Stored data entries
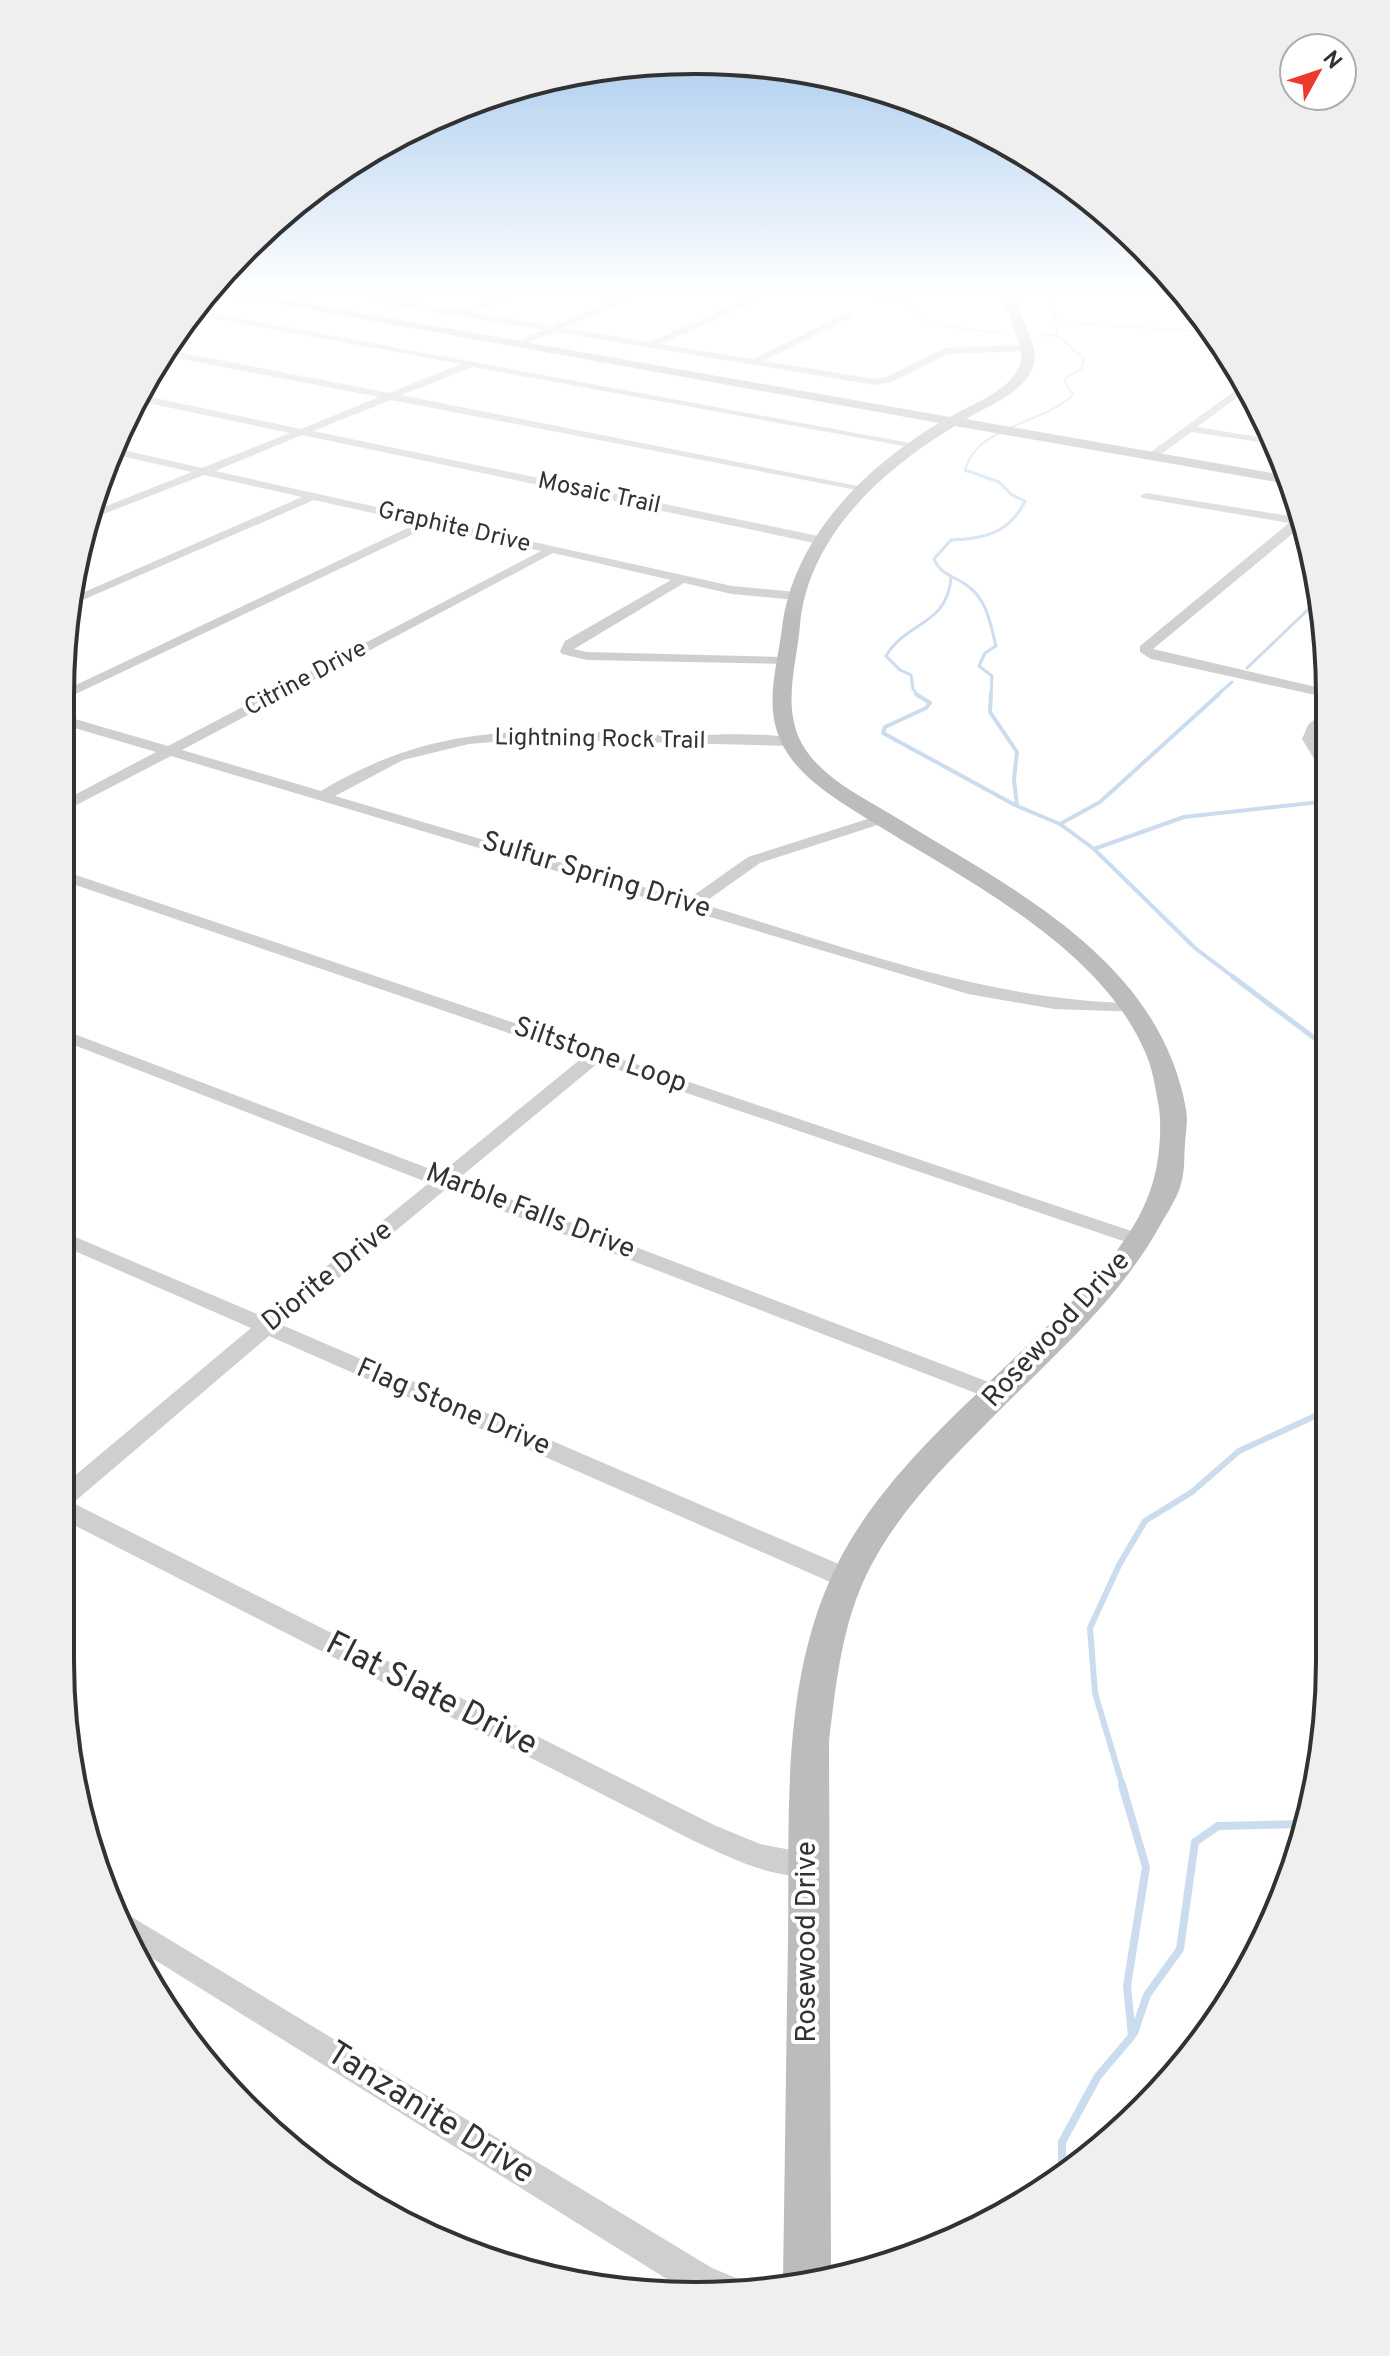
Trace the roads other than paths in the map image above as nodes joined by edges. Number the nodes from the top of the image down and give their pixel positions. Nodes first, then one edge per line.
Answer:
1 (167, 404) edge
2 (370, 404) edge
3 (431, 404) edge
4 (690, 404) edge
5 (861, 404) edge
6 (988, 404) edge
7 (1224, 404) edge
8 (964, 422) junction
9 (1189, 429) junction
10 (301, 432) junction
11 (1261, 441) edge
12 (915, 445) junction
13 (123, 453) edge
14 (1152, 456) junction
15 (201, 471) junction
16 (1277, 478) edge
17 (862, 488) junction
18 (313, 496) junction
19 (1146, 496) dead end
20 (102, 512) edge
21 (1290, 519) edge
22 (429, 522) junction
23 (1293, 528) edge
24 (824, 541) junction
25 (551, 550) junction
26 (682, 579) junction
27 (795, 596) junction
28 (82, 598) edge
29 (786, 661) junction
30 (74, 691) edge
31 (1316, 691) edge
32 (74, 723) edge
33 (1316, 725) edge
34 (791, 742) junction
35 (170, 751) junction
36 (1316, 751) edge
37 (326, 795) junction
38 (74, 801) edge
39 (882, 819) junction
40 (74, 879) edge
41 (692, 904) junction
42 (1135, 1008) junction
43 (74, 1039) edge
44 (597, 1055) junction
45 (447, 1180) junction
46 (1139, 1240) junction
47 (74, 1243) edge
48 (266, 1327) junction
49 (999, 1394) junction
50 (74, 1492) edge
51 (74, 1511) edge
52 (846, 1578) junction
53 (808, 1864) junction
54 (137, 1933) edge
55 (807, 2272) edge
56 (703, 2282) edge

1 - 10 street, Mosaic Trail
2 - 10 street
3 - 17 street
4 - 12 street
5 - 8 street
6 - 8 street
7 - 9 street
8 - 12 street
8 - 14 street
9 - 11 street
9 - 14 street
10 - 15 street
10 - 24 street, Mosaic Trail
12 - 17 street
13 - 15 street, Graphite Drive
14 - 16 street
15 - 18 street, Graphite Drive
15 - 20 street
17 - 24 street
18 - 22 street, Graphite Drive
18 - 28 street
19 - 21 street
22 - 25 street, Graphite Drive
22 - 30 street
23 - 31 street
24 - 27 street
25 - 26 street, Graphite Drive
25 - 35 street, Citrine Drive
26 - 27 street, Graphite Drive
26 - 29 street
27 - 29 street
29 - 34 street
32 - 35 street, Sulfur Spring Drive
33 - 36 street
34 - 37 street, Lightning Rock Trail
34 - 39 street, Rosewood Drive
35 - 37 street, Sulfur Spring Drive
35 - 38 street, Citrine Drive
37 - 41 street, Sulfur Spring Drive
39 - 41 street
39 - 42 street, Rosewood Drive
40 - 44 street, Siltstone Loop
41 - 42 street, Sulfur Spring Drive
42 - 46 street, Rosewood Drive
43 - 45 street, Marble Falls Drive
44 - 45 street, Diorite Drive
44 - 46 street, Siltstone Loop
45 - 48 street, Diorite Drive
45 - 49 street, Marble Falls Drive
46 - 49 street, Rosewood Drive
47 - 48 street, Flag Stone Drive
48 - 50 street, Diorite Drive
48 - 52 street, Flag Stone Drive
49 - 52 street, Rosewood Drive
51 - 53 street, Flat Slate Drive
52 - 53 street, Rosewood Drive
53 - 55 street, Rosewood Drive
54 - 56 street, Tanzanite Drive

• **TASK GOAL**: Give every line of the data above again as it stands; the pictures stay out.

• **EXPECTED ANSWER**:
Trace the roads other than paths in the map image above as nodes joined by edges. Number the nodes from the top of the image down and give their pixel positions. Nodes first, then one edge per line.
Answer:
1 (167, 404) edge
2 (370, 404) edge
3 (431, 404) edge
4 (690, 404) edge
5 (861, 404) edge
6 (988, 404) edge
7 (1224, 404) edge
8 (964, 422) junction
9 (1189, 429) junction
10 (301, 432) junction
11 (1261, 441) edge
12 (915, 445) junction
13 (123, 453) edge
14 (1152, 456) junction
15 (201, 471) junction
16 (1277, 478) edge
17 (862, 488) junction
18 (313, 496) junction
19 (1146, 496) dead end
20 (102, 512) edge
21 (1290, 519) edge
22 (429, 522) junction
23 (1293, 528) edge
24 (824, 541) junction
25 (551, 550) junction
26 (682, 579) junction
27 (795, 596) junction
28 (82, 598) edge
29 (786, 661) junction
30 (74, 691) edge
31 (1316, 691) edge
32 (74, 723) edge
33 (1316, 725) edge
34 (791, 742) junction
35 (170, 751) junction
36 (1316, 751) edge
37 (326, 795) junction
38 (74, 801) edge
39 (882, 819) junction
40 (74, 879) edge
41 (692, 904) junction
42 (1135, 1008) junction
43 (74, 1039) edge
44 (597, 1055) junction
45 (447, 1180) junction
46 (1139, 1240) junction
47 (74, 1243) edge
48 (266, 1327) junction
49 (999, 1394) junction
50 (74, 1492) edge
51 (74, 1511) edge
52 (846, 1578) junction
53 (808, 1864) junction
54 (137, 1933) edge
55 (807, 2272) edge
56 (703, 2282) edge

1 - 10 street, Mosaic Trail
2 - 10 street
3 - 17 street
4 - 12 street
5 - 8 street
6 - 8 street
7 - 9 street
8 - 12 street
8 - 14 street
9 - 11 street
9 - 14 street
10 - 15 street
10 - 24 street, Mosaic Trail
12 - 17 street
13 - 15 street, Graphite Drive
14 - 16 street
15 - 18 street, Graphite Drive
15 - 20 street
17 - 24 street
18 - 22 street, Graphite Drive
18 - 28 street
19 - 21 street
22 - 25 street, Graphite Drive
22 - 30 street
23 - 31 street
24 - 27 street
25 - 26 street, Graphite Drive
25 - 35 street, Citrine Drive
26 - 27 street, Graphite Drive
26 - 29 street
27 - 29 street
29 - 34 street
32 - 35 street, Sulfur Spring Drive
33 - 36 street
34 - 37 street, Lightning Rock Trail
34 - 39 street, Rosewood Drive
35 - 37 street, Sulfur Spring Drive
35 - 38 street, Citrine Drive
37 - 41 street, Sulfur Spring Drive
39 - 41 street
39 - 42 street, Rosewood Drive
40 - 44 street, Siltstone Loop
41 - 42 street, Sulfur Spring Drive
42 - 46 street, Rosewood Drive
43 - 45 street, Marble Falls Drive
44 - 45 street, Diorite Drive
44 - 46 street, Siltstone Loop
45 - 48 street, Diorite Drive
45 - 49 street, Marble Falls Drive
46 - 49 street, Rosewood Drive
47 - 48 street, Flag Stone Drive
48 - 50 street, Diorite Drive
48 - 52 street, Flag Stone Drive
49 - 52 street, Rosewood Drive
51 - 53 street, Flat Slate Drive
52 - 53 street, Rosewood Drive
53 - 55 street, Rosewood Drive
54 - 56 street, Tanzanite Drive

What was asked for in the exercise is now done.